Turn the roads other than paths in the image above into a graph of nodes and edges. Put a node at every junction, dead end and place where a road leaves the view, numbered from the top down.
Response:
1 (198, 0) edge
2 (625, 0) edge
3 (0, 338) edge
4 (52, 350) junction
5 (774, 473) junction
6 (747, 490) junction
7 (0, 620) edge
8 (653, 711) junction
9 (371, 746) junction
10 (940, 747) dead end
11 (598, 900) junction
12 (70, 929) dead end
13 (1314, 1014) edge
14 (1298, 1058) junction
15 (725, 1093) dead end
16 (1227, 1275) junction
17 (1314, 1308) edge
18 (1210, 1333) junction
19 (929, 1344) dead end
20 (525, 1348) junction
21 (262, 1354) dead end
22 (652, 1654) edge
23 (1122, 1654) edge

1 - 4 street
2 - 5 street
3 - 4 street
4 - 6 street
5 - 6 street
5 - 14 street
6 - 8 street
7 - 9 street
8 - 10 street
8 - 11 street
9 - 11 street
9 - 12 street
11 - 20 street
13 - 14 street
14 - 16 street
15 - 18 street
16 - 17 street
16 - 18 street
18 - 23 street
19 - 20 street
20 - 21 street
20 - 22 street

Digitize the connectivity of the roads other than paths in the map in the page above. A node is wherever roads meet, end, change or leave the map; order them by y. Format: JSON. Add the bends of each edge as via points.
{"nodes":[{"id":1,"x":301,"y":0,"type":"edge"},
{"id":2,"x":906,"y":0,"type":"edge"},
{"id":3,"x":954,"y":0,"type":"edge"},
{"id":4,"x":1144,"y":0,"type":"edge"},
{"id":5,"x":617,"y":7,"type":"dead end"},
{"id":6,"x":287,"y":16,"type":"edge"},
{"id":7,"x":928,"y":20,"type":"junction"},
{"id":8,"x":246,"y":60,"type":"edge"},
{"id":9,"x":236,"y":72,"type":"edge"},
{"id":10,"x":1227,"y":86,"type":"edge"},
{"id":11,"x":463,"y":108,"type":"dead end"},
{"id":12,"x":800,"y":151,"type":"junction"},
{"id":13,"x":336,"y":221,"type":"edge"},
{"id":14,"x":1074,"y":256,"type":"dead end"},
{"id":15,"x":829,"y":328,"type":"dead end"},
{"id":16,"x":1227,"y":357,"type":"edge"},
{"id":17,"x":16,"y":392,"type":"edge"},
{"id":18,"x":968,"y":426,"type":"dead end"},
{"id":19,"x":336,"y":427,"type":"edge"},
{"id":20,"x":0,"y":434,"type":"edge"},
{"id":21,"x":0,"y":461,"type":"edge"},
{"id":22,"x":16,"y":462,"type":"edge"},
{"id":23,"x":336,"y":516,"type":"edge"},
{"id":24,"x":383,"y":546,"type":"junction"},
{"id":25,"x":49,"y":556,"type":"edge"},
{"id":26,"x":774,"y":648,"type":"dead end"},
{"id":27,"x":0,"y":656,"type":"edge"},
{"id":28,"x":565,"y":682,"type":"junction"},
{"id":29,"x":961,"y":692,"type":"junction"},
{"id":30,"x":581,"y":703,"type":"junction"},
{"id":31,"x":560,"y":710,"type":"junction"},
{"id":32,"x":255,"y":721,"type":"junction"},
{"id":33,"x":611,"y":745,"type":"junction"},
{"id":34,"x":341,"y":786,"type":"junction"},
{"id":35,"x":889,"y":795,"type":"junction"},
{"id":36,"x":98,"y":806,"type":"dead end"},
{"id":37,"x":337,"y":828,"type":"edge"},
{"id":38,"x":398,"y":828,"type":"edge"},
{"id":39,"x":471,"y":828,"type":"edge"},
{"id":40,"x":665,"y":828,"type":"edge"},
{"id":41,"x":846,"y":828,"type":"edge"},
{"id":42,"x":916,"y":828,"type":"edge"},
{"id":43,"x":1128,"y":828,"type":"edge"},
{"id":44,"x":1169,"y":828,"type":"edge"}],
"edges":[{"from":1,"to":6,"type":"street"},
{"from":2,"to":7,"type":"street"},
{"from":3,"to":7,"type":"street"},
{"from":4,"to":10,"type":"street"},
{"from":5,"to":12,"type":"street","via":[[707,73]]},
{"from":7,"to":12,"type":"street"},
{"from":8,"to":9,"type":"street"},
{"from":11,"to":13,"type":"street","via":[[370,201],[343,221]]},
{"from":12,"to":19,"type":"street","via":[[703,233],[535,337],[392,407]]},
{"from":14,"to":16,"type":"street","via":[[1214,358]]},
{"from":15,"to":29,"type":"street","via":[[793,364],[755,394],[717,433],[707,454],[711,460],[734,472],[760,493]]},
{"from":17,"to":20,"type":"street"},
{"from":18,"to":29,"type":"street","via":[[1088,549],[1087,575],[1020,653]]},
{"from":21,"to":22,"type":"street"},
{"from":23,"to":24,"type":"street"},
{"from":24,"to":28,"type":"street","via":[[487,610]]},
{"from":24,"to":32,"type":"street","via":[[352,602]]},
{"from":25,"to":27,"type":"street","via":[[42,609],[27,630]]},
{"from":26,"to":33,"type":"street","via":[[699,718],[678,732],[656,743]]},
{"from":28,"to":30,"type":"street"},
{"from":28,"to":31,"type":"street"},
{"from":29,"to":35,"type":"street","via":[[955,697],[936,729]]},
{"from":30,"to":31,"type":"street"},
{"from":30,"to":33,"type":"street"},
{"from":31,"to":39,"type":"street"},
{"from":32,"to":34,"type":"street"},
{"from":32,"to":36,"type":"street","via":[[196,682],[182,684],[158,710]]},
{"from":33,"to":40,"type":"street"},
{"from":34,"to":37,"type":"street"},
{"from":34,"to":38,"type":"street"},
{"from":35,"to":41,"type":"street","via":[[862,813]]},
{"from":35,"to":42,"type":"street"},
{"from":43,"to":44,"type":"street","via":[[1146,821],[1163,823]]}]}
⁂
**Problem to solve:** Copy, from the lines above, each one that holds "nodes".

**Task answer:**
Turn the roads other than paths in the image above into a graph of nodes and edges. Put a node at every junction, dead end and place where a road leaves the view, numbered from the top down.
{"nodes":[{"id":1,"x":301,"y":0,"type":"edge"},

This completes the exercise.